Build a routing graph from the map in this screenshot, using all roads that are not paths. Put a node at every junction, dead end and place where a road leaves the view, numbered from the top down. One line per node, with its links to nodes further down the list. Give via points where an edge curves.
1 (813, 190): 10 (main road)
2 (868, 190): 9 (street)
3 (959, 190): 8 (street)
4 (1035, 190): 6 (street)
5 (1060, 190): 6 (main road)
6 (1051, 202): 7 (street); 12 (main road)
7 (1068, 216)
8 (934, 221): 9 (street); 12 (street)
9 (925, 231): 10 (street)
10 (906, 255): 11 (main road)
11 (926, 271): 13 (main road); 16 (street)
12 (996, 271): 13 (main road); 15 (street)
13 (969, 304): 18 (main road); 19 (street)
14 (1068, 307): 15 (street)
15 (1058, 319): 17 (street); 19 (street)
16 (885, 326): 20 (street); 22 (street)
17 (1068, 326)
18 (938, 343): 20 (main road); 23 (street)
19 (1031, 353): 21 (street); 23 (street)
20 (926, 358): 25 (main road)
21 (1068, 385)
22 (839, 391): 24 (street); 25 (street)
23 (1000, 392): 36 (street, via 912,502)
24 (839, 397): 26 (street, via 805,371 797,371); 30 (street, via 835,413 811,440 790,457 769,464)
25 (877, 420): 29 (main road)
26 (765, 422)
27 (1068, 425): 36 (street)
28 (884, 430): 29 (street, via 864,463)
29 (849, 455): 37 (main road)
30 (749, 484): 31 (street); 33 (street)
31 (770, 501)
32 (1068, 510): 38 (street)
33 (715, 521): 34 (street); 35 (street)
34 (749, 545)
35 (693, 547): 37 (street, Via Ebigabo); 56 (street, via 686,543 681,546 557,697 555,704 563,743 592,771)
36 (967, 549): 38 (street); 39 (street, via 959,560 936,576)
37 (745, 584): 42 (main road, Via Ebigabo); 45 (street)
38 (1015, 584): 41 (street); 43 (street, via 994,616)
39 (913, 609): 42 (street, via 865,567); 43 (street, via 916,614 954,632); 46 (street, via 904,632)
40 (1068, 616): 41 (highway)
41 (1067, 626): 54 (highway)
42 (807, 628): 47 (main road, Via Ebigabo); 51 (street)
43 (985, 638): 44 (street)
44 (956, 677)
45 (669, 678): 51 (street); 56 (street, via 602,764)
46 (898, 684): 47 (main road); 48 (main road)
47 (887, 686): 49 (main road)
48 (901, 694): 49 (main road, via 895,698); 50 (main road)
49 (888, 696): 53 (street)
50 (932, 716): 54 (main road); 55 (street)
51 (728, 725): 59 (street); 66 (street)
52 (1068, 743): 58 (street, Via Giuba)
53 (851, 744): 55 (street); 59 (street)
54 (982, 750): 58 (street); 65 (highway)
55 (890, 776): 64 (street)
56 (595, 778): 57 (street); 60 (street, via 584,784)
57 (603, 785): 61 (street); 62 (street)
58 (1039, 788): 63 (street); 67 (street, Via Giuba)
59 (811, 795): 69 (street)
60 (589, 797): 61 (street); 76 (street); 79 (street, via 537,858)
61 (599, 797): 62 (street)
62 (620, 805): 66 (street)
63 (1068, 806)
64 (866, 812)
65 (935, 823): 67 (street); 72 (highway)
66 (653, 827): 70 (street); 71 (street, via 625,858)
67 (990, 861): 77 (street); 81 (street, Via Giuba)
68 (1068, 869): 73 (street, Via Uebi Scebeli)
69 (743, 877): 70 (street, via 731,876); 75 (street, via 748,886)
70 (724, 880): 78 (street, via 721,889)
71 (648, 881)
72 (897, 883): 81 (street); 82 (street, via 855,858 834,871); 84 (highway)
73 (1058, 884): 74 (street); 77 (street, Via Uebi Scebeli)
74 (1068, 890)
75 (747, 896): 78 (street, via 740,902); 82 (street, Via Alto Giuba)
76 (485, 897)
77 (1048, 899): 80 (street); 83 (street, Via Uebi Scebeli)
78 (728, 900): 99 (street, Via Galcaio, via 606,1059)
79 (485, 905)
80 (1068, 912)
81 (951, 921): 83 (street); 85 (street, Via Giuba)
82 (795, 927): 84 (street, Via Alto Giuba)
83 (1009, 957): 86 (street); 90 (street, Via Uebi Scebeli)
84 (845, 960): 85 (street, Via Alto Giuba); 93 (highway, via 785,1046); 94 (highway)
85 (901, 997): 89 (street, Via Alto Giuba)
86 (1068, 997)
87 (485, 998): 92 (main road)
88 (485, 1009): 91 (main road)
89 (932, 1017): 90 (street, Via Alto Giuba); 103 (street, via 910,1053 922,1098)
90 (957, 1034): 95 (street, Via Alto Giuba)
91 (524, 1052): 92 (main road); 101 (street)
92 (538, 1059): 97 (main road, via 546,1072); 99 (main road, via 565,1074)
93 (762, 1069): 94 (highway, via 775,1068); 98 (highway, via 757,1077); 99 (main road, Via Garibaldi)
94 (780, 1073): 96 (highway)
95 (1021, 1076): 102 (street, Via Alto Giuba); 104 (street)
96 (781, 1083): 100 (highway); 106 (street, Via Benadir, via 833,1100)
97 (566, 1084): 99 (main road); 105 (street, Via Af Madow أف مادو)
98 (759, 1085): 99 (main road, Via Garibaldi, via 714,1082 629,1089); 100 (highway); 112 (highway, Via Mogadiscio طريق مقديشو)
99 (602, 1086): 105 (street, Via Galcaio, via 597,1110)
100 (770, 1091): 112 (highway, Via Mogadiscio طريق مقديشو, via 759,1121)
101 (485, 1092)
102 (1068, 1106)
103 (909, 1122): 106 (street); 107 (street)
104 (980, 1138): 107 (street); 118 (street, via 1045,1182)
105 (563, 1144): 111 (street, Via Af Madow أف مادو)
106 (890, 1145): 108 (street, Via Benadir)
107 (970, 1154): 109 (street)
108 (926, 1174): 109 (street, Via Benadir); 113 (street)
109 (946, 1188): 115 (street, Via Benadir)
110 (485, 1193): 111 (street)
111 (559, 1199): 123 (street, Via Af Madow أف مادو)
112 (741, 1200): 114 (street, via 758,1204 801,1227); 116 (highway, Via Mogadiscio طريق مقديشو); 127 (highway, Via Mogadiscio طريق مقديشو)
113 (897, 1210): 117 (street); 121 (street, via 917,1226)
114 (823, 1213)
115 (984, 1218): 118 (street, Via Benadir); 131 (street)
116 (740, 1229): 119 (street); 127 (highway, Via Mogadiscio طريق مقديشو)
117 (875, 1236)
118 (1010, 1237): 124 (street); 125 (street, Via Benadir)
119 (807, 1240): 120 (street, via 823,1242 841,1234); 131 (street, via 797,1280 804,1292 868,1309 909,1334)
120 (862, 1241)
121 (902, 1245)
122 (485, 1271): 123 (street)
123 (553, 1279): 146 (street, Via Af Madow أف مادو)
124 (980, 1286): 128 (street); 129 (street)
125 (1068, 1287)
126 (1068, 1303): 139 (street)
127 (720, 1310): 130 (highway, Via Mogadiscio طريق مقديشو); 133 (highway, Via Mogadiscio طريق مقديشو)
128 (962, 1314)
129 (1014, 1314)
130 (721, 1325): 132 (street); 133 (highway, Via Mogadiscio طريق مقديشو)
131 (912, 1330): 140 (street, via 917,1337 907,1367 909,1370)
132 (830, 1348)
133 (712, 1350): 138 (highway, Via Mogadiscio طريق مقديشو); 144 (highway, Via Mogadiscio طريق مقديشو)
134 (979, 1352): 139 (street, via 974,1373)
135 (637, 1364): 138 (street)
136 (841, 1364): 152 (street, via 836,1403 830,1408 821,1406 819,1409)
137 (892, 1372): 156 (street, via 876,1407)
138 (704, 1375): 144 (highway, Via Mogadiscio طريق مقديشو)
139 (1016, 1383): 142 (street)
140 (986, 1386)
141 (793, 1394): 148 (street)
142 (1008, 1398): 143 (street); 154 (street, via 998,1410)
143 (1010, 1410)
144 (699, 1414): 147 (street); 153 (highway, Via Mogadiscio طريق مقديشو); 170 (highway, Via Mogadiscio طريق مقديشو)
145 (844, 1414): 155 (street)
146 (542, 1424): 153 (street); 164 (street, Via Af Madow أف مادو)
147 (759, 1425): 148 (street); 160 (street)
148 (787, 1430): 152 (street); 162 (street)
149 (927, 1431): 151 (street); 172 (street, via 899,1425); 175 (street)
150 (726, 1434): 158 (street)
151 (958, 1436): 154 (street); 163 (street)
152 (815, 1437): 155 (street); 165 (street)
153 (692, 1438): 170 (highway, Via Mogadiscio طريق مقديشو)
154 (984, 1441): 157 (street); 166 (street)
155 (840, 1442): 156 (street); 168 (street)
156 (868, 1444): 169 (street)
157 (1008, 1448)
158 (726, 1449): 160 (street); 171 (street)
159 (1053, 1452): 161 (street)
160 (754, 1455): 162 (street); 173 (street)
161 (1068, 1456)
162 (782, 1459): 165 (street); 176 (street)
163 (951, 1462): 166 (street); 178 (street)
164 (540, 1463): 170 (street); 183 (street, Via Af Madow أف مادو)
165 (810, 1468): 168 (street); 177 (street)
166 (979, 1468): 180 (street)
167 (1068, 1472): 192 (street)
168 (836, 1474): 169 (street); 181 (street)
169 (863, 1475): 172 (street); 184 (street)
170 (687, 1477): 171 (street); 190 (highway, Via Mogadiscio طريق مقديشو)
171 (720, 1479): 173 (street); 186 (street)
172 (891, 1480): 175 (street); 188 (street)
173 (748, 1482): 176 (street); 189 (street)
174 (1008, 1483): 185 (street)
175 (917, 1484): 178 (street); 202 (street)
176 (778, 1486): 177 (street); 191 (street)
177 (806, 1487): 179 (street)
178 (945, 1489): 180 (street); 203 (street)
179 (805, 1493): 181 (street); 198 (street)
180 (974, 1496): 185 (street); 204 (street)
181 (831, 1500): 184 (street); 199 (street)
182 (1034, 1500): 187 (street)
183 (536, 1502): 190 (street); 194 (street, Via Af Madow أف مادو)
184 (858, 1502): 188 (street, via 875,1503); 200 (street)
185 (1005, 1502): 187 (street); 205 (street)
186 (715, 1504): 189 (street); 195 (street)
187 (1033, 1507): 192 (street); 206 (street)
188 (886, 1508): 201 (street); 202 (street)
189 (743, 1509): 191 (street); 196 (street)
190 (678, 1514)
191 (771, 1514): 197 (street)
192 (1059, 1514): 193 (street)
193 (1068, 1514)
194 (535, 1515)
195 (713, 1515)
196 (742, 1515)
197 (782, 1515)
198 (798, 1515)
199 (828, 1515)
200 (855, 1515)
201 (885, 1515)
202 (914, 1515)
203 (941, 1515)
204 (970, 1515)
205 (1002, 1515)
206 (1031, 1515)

**DIRECTIONS FOR THIS TASK**
In the data above, copy every line where the string "Giuba" appears.

**OUTPUT**
52 (1068, 743): 58 (street, Via Giuba)
58 (1039, 788): 63 (street); 67 (street, Via Giuba)
67 (990, 861): 77 (street); 81 (street, Via Giuba)
75 (747, 896): 78 (street, via 740,902); 82 (street, Via Alto Giuba)
81 (951, 921): 83 (street); 85 (street, Via Giuba)
82 (795, 927): 84 (street, Via Alto Giuba)
84 (845, 960): 85 (street, Via Alto Giuba); 93 (highway, via 785,1046); 94 (highway)
85 (901, 997): 89 (street, Via Alto Giuba)
89 (932, 1017): 90 (street, Via Alto Giuba); 103 (street, via 910,1053 922,1098)
90 (957, 1034): 95 (street, Via Alto Giuba)
95 (1021, 1076): 102 (street, Via Alto Giuba); 104 (street)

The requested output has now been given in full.